Radioimmunotherapy represents a specialized approach in cancer treatment that combines the precision of immunotherapy with the cell-killing power of radiation. This method offers a targeted way to combat cancerous cells throughout the body. By linking two distinct therapeutic components, radioimmunotherapy aims to deliver localized treatment, potentially reducing harm to healthy tissues. It is an evolving strategy in oncology for improving patient outcomes.
Understanding Radioimmunotherapy
Radioimmunotherapy (RIT) is a targeted cancer treatment that uses monoclonal antibodies to deliver radiation directly to tumor cells. Its core components are a monoclonal antibody and a radioisotope, chemically linked to form a single therapeutic agent.
Monoclonal antibodies are laboratory-produced proteins designed to recognize and bind to specific targets, known as antigens, on cancer cells. These antibodies act as highly specific guides, leading the treatment directly to diseased cells. The radioisotope, a radioactive material, is the component that delivers the therapeutic radiation.
The two elements are joined through a process called conjugation, creating a stable compound capable of targeting cancer cells. This engineered agent, often referred to as a radiopharmaceutical or radioimmunoconjugate, is then introduced into the patient’s bloodstream. The antibody’s specificity ensures that the attached radioisotope is carried predominantly to the cancer cells.
The Mechanism of Action
Radioimmunotherapy works by leveraging the specific binding capabilities of monoclonal antibodies to deliver radiation directly to cancer cells. Once the radiolabeled antibody is administered, it circulates through the bloodstream, seeking out and attaching to specific antigens present on the surface of tumor cells. This binding ensures that the radioactive material is concentrated at the tumor site, rather than distributed broadly throughout the body.
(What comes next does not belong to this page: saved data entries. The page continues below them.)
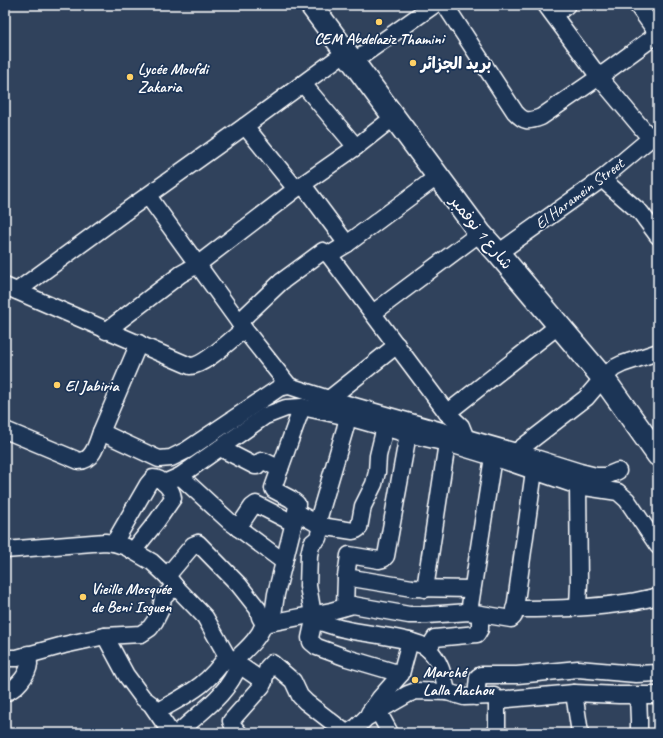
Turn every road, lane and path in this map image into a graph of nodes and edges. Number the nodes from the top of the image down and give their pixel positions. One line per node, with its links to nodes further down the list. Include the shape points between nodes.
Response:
1 (311, 5): 7 (main road, شارع 1 نوفمبر)
2 (434, 5): 7 (street)
3 (445, 5): 8 (street, via 520,118 532,121 541,117)
4 (567, 5): 6 (street)
5 (637, 5): 8 (street, via 654,27 655,34)
6 (550, 10): 8 (street)
7 (350, 57): 9 (street); 10 (main road, شارع 1 نوفمبر)
8 (599, 77): 12 (street)
9 (303, 84): 11 (street); 13 (street)
10 (394, 118): 13 (street); 14 (main road, شارع 1 نوفمبر)
11 (245, 126): 16 (street); 17 (street)
12 (654, 135): 15 (street, El Haramein Street)
13 (356, 147): 16 (street)
14 (438, 176): 18 (main road, شارع 1 نوفمبر); 20 (street)
15 (602, 179): 19 (street, via 641,212); 21 (street, El Haramein Street)
16 (300, 187): 20 (street); 23 (street)
17 (148, 196): 23 (street); 24 (street)
18 (480, 233): 21 (main road, شارع 1 نوفمبر); 25 (street)
19 (658, 236)
20 (347, 244): 22 (street)
21 (498, 253): 27 (main road, شارع 1 نوفمبر)
22 (329, 255): 25 (street); 26 (street, via 323,251 281,282)
23 (197, 265): 26 (street); 28 (street)
24 (11, 289): 28 (street)
25 (373, 313): 30 (street)
26 (241, 326): 29 (street, via 203,362 194,366); 33 (street)
27 (558, 326): 32 (main road, شارع 1 نوفمبر); 36 (street)
28 (106, 331): 29 (street)
29 (140, 343): 40 (street)
30 (396, 345): 34 (street); 36 (street)
31 (658, 352): 32 (street, via 622,364)
32 (602, 378): 45 (street, via 586,398); 46 (main road, شارع 1 نوفمبر)
33 (289, 386): 34 (street); 40 (street, via 279,388 178,456 171,458 159,459)
34 (329, 399): 42 (street)
35 (302, 407): 37 (street); 44 (street, via 286,408 265,416); 48 (street)
36 (447, 413): 42 (street, via 461,426)
37 (348, 417): 38 (street); 55 (street)
38 (385, 427): 41 (street); 55 (street, via 374,484 363,506 358,528 352,531)
39 (5, 430): 40 (street, via 82,461 91,455)
40 (101, 432)
41 (408, 434): 43 (street); 62 (street, via 386,556 379,560 349,555)
42 (464, 436): 45 (street)
43 (448, 443): 47 (street); 64 (street)
44 (220, 448): 48 (street, via 255,466 264,461); 51 (street)
45 (516, 452): 50 (street, via 596,476 606,476)
46 (658, 455)
47 (493, 457): 49 (street); 65 (street)
48 (280, 470): 54 (street, via 273,489 294,500)
49 (534, 471): 53 (street); 69 (street)
50 (618, 471)
51 (180, 476): 52 (street); 56 (street)
52 (164, 483): 57 (street, via 157,478 151,480); 60 (street, via 172,493 172,499)
53 (578, 486): 58 (street, via 620,494 627,500); 67 (street)
54 (294, 518): 55 (street); 56 (street, via 257,504 252,507); 61 (street)
55 (319, 525): 71 (street, via 318,538 311,544 309,555 308,586)
56 (238, 528): 61 (street)
57 (114, 543): 59 (street); 60 (street)
58 (658, 546)
59 (5, 550)
60 (133, 551): 63 (street, via 152,562)
61 (284, 562): 72 (street)
62 (346, 577): 64 (street); 68 (street)
63 (171, 581): 72 (street, via 193,545 198,543 239,585 258,609 260,617); 73 (street, via 161,609 146,632); 78 (street, via 206,617)
64 (425, 589): 65 (street)
65 (472, 589): 70 (street)
66 (658, 596): 67 (street)
67 (578, 607): 69 (street)
68 (345, 608): 70 (street, via 353,605 389,612 426,615); 71 (street)
69 (514, 609): 70 (street, via 514,616 509,619)
70 (474, 613): 75 (street, via 480,629 478,633 435,638)
71 (314, 617): 72 (street); 74 (street, via 344,629); 80 (street, via 310,638 315,646)
72 (268, 623): 78 (street, via 259,636)
73 (105, 636): 76 (street); 89 (street, via 126,675)
74 (410, 641): 75 (street); 80 (street)
75 (428, 649): 82 (street, via 440,665)
76 (28, 654): 77 (street, via 17,658); 83 (street, via 29,663 23,678)
77 (5, 658)
78 (233, 661): 81 (street); 89 (street, via 217,670 199,687); 91 (street, via 234,678 222,693 209,706)
79 (658, 673): 87 (street, via 636,674 578,669 517,675 481,675 478,678)
80 (401, 674): 90 (street, via 375,704)
81 (264, 682): 92 (street, via 232,720 232,725); 93 (street, via 269,665 274,664 293,681 306,702)
82 (447, 692): 87 (street, via 464,697); 90 (street, via 416,691)
83 (5, 693)
84 (574, 693): 86 (street); 88 (street); 96 (street)
85 (658, 695): 86 (street)
86 (638, 696): 97 (street)
87 (476, 697): 88 (street, via 494,696)
88 (497, 700): 95 (street)
89 (157, 712): 91 (street)
90 (372, 715): 93 (street); 94 (street)
91 (171, 733)
92 (239, 733)
93 (346, 733)
94 (390, 733)
95 (497, 733)
96 (580, 733)
97 (639, 733)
Upon binding, the attached radioisotope emits ionizing radiation, which directly damages the DNA of the cancer cells. This DNA damage disrupts the cells’ ability to grow and divide, ultimately leading to their death. The types of radiation commonly used in RIT are beta-emitters, such as Yttrium-90 (⁹⁰Y) and Iodine-131 (¹³¹I), which release particles that travel a short distance within tissues. This short range helps to deliver a precise dose of radiation to the tumor while minimizing exposure to surrounding healthy cells.
Beyond direct cellular damage, RIT can also induce a “bystander effect,” where radiation from targeted cells can affect nearby cancer cells not directly bound by the antibody. This cross-fire effect contributes to a more comprehensive destruction of the tumor. This localized delivery of radiation aims to maximize therapeutic effect on the tumor while reducing systemic toxicity often seen with conventional radiation or chemotherapy.
Clinical Applications and Patient Considerations
Radioimmunotherapy has demonstrated effectiveness in treating specific types of cancers, particularly certain hematological malignancies. It is an approved treatment for non-Hodgkin B-cell lymphoma, especially in cases that have not responded to prior chemotherapy or the monoclonal antibody rituximab. RIT may also be considered for newly diagnosed non-Hodgkin B-cell lymphoma patients or those with other subtypes of lymphoma. Ongoing research explores its potential in other cancers, including prostate cancer, metastatic melanoma, ovarian cancer, leukemia, high-grade brain glioma, and colorectal cancer.
Patient eligibility for RIT involves several considerations. Doctors assess the patient’s overall health and the specific characteristics of their cancer, including the presence of the target antigen on the tumor cells. Diagnostic testing, often involving imaging scans like SPECT-CT or PET-CT with a low dose of radiotracer, helps to confirm the antigen’s presence and distribution. Patients with significant bone marrow involvement or those who have undergone bone marrow transplants may not be suitable candidates due to potential side effects. Pregnant or breastfeeding women are not treated with RIT.
The treatment process for RIT involves one or two sessions, administered intravenously as an outpatient procedure. Before the radioactive dose, patients receive an initial infusion of a non-radioactive monoclonal antibody, which helps protect non-malignant B cells from radiation. This initial infusion can take several hours. The therapeutic radioactive infusion is given a week later and is shorter, typically lasting an hour.
Common side effects of RIT are short-term and include fever, chills, low blood pressure, diarrhea, and rash. The most serious side effect is myelosuppression, a reduction in blood cell counts, which occurs up to a few months after treatment. This reduction increases the risk of bleeding or infection, requiring close monitoring of blood counts by the medical team. While allergic reactions are rare, their risk may increase with multiple therapies. Compared to conventional chemotherapy or external radiation, RIT results in fewer and less severe systemic side effects due to its targeted nature.